Exercise directions. Where does the string "سمير" occur in the entries below? Copy every line where it does.

Collected data entries
Start of Block
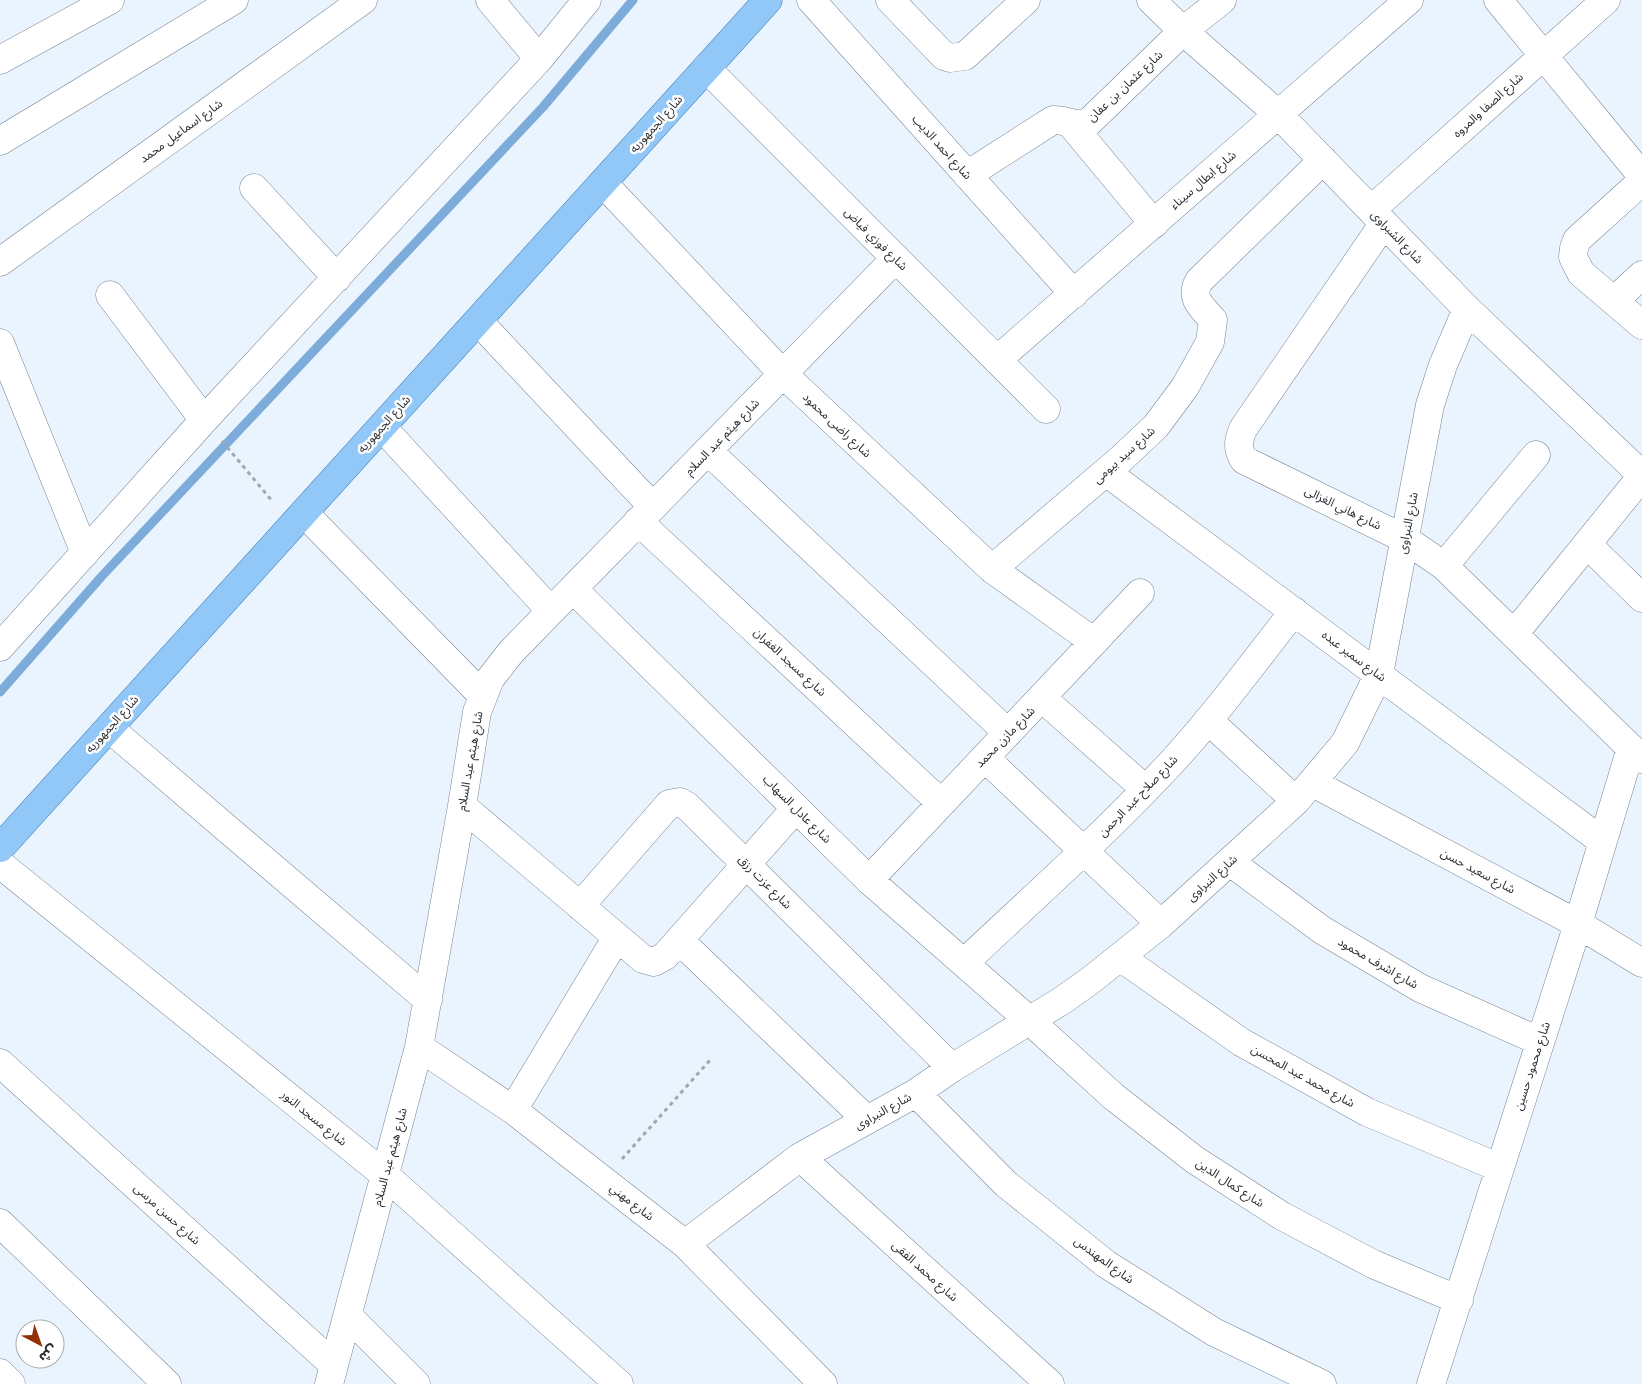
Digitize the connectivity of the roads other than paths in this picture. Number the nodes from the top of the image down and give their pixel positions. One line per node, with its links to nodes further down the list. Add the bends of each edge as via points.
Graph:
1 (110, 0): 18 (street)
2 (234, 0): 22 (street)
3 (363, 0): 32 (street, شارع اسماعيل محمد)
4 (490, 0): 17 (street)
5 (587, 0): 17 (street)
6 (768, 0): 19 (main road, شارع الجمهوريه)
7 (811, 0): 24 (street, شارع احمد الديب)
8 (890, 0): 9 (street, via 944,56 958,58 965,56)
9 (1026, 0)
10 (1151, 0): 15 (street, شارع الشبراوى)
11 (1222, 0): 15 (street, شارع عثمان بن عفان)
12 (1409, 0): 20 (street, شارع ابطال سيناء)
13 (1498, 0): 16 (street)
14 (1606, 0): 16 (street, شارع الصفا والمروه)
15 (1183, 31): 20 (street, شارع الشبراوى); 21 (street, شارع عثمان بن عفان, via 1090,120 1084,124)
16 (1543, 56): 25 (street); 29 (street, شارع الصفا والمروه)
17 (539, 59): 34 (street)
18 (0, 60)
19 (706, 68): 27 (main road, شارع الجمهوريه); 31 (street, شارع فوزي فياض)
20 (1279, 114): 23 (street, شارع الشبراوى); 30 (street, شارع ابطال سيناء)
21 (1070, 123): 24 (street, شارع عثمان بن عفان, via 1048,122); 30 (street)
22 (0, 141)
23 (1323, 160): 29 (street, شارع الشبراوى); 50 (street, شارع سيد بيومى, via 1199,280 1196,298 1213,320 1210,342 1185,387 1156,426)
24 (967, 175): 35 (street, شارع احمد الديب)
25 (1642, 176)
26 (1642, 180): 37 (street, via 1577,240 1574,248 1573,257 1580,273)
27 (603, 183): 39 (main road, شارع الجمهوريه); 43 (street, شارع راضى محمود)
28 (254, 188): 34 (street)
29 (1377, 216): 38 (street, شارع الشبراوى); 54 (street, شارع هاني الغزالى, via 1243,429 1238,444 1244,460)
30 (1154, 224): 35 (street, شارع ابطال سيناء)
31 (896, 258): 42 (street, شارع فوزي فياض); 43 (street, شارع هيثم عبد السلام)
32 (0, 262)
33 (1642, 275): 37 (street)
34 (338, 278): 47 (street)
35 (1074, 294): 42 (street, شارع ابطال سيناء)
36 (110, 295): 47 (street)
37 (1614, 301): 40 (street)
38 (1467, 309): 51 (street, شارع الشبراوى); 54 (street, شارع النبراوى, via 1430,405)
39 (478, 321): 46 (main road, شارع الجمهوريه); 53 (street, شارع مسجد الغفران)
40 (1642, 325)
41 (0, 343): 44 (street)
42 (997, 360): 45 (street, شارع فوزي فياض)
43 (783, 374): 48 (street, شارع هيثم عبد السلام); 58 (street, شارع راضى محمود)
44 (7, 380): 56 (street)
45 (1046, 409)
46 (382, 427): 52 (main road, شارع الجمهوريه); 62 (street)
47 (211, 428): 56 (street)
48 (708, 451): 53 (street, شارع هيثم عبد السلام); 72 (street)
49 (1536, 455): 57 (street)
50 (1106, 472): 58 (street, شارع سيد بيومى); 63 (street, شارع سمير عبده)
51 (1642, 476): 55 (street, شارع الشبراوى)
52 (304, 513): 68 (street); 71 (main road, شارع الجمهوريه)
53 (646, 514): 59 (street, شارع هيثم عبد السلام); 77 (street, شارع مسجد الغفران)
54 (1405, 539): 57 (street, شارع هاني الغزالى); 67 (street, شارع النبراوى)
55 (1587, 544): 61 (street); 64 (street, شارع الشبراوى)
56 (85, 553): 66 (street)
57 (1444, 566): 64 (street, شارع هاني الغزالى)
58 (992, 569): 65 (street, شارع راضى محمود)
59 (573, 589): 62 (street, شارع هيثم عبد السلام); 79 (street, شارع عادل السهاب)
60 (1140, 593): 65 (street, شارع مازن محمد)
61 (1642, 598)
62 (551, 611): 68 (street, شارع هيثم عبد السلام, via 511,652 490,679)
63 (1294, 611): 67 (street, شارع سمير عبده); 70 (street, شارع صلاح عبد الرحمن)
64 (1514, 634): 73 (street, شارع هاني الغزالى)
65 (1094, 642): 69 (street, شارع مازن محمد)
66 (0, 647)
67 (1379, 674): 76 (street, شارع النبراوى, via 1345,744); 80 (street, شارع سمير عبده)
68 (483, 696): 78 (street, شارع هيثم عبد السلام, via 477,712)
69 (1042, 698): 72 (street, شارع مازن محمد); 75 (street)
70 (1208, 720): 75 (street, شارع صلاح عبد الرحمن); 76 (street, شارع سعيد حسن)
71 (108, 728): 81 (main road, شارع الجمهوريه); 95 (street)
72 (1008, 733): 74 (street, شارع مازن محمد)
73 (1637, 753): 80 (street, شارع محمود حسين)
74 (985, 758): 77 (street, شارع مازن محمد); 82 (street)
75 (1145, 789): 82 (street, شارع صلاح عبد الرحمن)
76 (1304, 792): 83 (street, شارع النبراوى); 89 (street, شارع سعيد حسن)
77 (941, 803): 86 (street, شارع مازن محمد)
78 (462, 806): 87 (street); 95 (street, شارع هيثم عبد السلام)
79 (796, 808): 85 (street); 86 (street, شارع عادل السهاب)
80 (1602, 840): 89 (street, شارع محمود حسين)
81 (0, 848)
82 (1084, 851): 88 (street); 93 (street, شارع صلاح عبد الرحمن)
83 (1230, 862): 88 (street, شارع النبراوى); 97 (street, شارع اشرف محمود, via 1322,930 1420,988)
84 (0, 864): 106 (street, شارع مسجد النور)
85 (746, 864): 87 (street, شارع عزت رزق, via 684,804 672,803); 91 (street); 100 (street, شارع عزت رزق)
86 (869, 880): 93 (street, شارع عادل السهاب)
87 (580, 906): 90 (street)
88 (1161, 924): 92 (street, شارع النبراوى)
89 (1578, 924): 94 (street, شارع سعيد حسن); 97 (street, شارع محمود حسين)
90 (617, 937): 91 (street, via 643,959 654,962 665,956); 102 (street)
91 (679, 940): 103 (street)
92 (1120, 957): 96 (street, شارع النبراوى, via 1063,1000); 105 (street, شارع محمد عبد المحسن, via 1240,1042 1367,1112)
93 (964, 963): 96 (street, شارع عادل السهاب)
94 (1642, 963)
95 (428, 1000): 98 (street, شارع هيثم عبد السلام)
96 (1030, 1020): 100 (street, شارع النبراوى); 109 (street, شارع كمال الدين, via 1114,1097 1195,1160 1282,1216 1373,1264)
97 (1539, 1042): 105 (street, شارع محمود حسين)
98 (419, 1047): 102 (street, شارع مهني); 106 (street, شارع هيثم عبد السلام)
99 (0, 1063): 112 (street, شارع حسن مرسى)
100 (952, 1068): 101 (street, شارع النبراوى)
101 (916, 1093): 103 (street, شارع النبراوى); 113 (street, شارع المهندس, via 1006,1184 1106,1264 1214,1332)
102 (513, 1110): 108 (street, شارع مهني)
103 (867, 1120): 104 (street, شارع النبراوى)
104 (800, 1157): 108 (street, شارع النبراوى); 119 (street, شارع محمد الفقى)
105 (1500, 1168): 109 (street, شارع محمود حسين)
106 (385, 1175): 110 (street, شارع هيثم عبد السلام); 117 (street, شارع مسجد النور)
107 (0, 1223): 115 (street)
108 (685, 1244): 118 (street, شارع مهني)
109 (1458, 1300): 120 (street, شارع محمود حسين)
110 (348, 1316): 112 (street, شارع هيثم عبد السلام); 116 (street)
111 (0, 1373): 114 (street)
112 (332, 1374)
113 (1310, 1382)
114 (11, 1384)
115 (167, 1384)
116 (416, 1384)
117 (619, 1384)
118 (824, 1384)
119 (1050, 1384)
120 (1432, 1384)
End of Block
Start of Block
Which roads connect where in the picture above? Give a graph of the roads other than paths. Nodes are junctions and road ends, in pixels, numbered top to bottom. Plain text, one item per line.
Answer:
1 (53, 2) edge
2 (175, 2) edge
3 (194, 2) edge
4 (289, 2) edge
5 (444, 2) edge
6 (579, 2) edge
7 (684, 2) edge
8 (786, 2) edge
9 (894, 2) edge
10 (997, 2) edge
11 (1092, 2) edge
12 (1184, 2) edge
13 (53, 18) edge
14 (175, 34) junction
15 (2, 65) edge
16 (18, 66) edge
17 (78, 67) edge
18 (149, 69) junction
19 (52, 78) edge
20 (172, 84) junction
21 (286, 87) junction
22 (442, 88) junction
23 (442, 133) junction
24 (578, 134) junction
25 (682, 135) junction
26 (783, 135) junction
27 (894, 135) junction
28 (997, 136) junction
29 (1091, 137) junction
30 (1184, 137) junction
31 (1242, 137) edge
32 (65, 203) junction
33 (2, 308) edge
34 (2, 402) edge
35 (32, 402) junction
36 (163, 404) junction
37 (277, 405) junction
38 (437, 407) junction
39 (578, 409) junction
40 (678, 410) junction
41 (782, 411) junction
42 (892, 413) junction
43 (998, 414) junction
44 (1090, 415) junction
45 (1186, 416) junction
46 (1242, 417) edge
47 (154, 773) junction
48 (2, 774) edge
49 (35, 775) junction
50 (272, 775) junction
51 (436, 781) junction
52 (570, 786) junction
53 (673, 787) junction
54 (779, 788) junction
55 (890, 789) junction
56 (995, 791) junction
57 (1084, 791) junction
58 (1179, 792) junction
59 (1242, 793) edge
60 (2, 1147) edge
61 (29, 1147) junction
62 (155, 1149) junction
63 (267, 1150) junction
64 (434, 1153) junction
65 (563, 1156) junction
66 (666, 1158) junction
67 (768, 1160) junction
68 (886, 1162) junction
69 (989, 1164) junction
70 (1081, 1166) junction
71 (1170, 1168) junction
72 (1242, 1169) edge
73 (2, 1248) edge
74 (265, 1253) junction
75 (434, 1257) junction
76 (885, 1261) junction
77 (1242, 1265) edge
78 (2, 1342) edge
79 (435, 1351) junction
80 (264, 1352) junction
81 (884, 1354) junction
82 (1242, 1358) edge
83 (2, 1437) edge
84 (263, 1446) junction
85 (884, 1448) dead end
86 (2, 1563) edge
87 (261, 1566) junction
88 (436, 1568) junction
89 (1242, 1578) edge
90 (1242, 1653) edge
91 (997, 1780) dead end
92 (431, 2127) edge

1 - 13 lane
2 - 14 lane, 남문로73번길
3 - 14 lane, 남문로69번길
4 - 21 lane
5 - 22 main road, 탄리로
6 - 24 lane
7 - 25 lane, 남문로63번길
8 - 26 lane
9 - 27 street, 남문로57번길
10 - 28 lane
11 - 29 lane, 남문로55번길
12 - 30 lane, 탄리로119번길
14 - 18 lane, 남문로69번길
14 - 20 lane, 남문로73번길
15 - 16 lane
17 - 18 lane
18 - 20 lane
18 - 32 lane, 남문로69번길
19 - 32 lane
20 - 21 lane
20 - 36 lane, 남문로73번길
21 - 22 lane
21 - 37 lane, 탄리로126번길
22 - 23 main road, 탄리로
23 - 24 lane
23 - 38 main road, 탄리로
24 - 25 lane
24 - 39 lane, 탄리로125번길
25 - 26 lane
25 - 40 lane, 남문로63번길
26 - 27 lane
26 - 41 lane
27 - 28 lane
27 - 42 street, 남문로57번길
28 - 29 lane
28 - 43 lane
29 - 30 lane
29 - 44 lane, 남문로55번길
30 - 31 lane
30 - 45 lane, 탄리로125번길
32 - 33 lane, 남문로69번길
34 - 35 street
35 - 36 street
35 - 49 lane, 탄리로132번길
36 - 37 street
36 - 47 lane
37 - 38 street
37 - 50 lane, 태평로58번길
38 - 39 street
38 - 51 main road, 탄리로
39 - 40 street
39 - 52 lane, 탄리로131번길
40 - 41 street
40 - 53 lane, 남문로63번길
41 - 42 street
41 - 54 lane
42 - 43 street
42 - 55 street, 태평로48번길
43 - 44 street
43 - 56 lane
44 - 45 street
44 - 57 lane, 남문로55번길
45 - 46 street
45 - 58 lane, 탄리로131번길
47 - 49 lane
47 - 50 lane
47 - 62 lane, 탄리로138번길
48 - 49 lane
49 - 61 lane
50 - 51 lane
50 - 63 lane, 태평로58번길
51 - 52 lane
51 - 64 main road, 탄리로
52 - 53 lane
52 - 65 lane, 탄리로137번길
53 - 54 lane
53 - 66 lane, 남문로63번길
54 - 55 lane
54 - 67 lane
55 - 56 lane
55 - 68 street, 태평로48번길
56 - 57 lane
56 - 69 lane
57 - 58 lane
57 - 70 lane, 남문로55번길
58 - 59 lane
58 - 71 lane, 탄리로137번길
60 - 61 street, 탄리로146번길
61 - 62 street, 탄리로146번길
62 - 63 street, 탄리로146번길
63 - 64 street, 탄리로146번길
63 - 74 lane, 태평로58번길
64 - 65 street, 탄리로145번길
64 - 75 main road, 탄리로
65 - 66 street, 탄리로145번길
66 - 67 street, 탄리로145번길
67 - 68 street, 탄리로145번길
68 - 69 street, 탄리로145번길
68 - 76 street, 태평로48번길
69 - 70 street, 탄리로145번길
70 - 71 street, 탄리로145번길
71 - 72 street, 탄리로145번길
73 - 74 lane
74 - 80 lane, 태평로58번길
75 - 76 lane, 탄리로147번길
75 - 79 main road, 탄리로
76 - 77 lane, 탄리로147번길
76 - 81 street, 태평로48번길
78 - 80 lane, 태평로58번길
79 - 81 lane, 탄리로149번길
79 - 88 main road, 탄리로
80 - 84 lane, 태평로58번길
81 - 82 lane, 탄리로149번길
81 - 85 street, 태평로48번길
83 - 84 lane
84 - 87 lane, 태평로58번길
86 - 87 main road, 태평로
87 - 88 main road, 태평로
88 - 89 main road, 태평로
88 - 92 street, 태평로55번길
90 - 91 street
End of Block
Reply.
50 (1106, 472): 58 (street, شارع سيد بيومى); 63 (street, شارع سمير عبده)
63 (1294, 611): 67 (street, شارع سمير عبده); 70 (street, شارع صلاح عبد الرحمن)
67 (1379, 674): 76 (street, شارع النبراوى, via 1345,744); 80 (street, شارع سمير عبده)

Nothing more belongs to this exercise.